#### [What the task requires]
Locate every line below that contains the word "ring" and copy it.

#### [Dataset records]

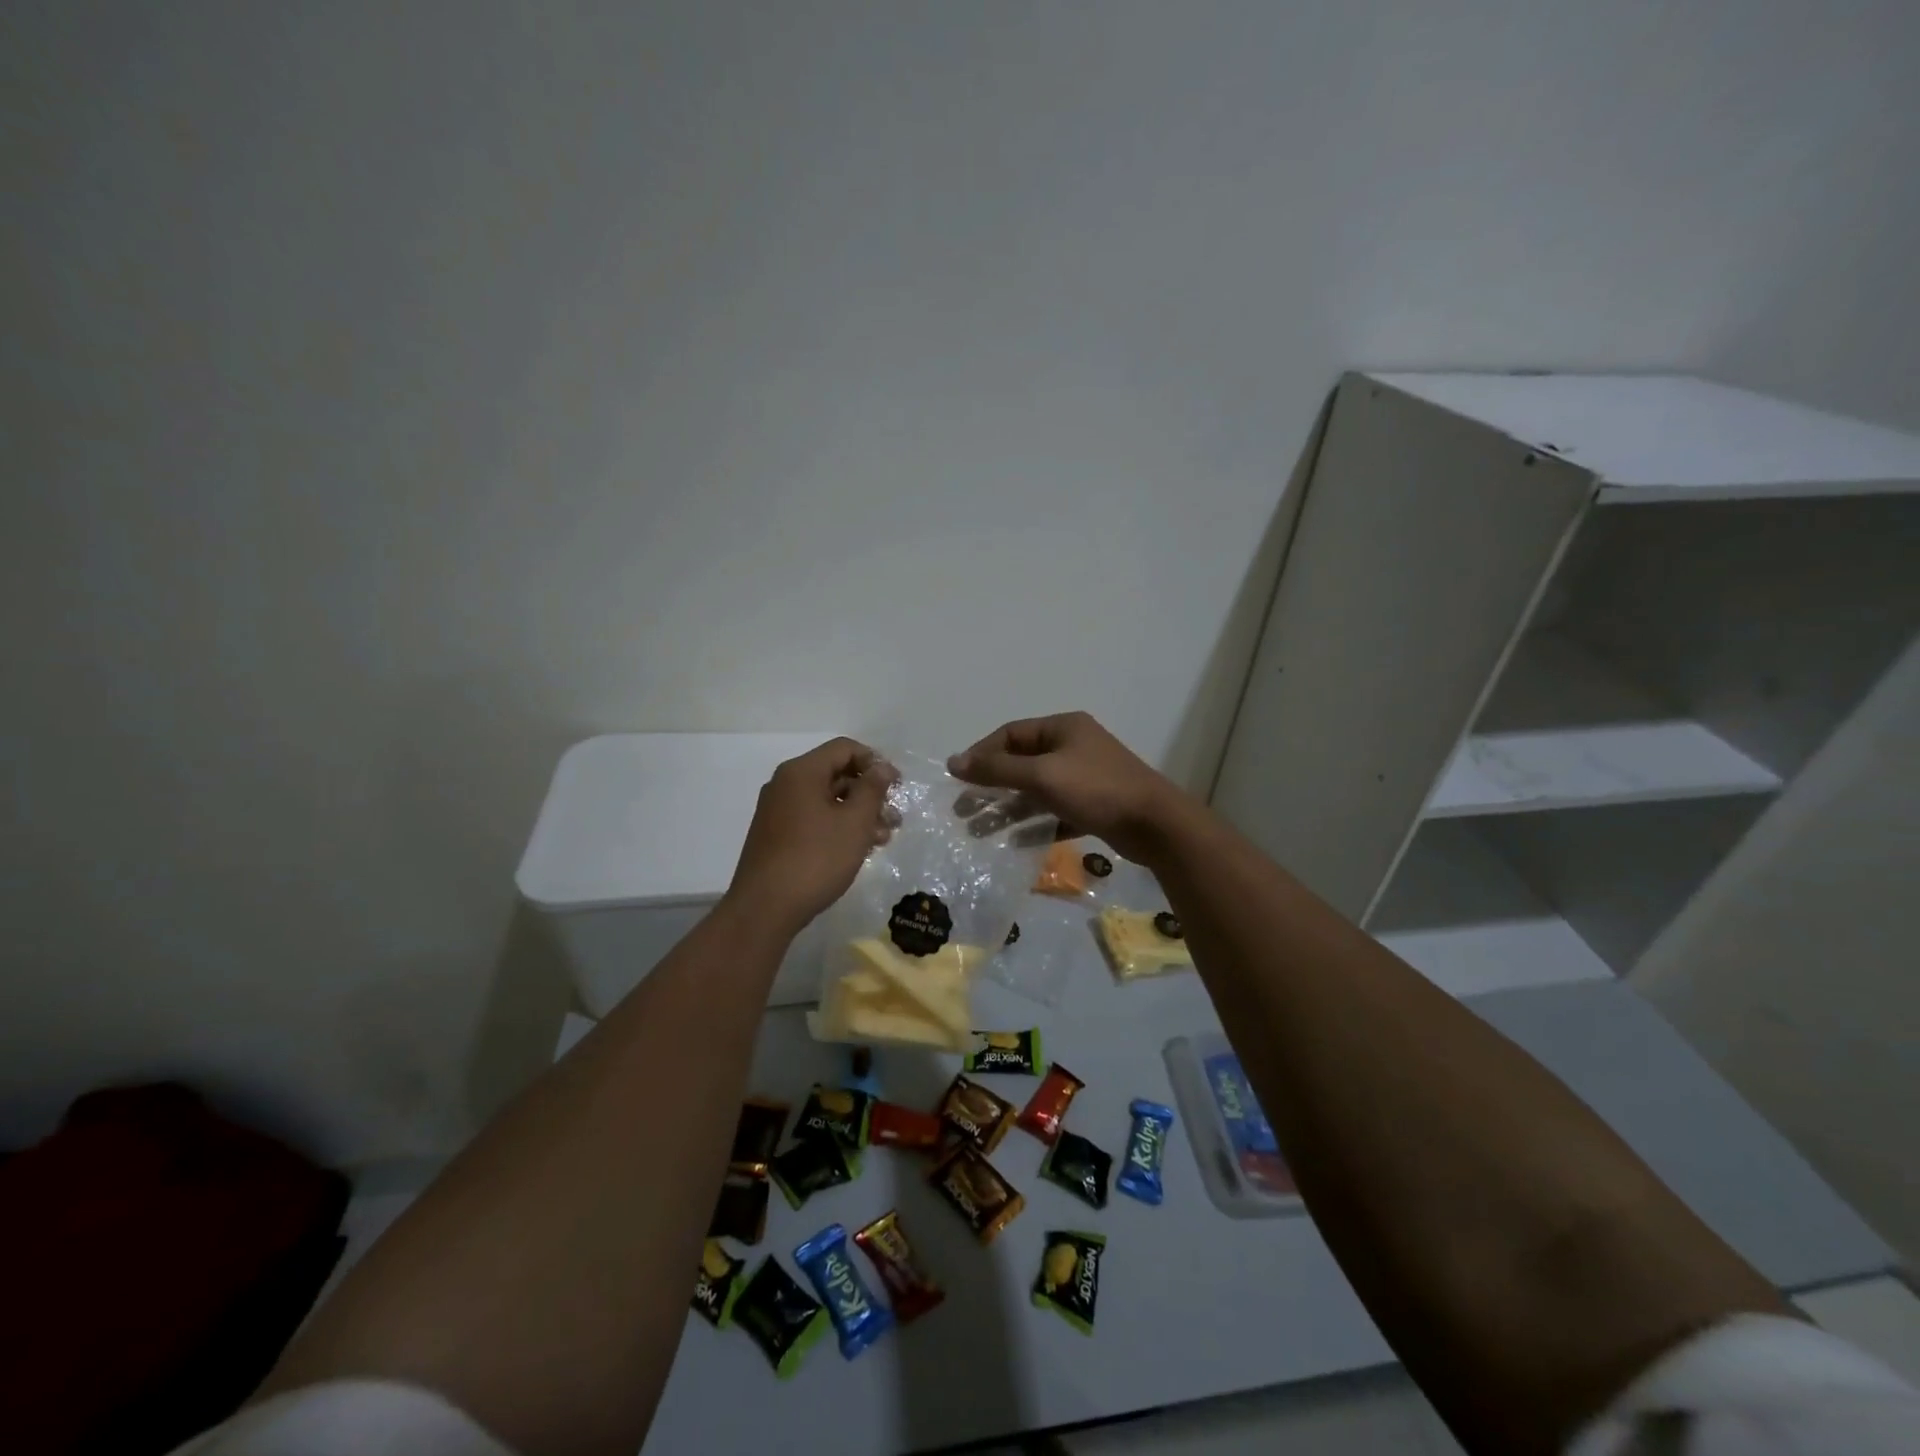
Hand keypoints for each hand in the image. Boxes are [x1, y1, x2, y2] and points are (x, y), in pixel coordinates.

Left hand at [726, 738, 897, 934]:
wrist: (765, 908)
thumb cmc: (816, 859)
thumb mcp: (855, 822)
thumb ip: (872, 789)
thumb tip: (882, 767)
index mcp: (801, 772)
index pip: (844, 748)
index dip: (875, 762)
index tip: (897, 786)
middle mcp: (785, 784)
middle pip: (836, 773)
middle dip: (869, 793)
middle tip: (894, 818)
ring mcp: (778, 811)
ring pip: (827, 800)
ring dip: (858, 814)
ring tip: (883, 839)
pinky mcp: (776, 836)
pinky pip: (814, 819)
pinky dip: (838, 827)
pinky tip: (858, 849)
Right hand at [947, 712, 1185, 864]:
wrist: (1156, 825)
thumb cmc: (1096, 790)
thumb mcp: (1042, 776)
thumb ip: (997, 769)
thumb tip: (953, 762)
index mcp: (1063, 728)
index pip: (1011, 734)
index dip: (982, 754)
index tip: (959, 779)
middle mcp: (1074, 747)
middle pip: (1022, 763)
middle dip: (992, 786)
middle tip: (964, 810)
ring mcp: (1086, 777)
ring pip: (1037, 790)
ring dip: (1009, 809)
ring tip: (981, 830)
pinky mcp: (1095, 805)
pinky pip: (1056, 812)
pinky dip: (1036, 824)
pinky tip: (1018, 843)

#### [Task response]
ring mcp: (778, 811)
ring pip: (827, 800)
ring dip: (858, 814)
ring tip: (883, 839)
ring mcp: (1086, 777)
ring pip: (1037, 790)
ring dip: (1009, 809)
ring tip: (981, 830)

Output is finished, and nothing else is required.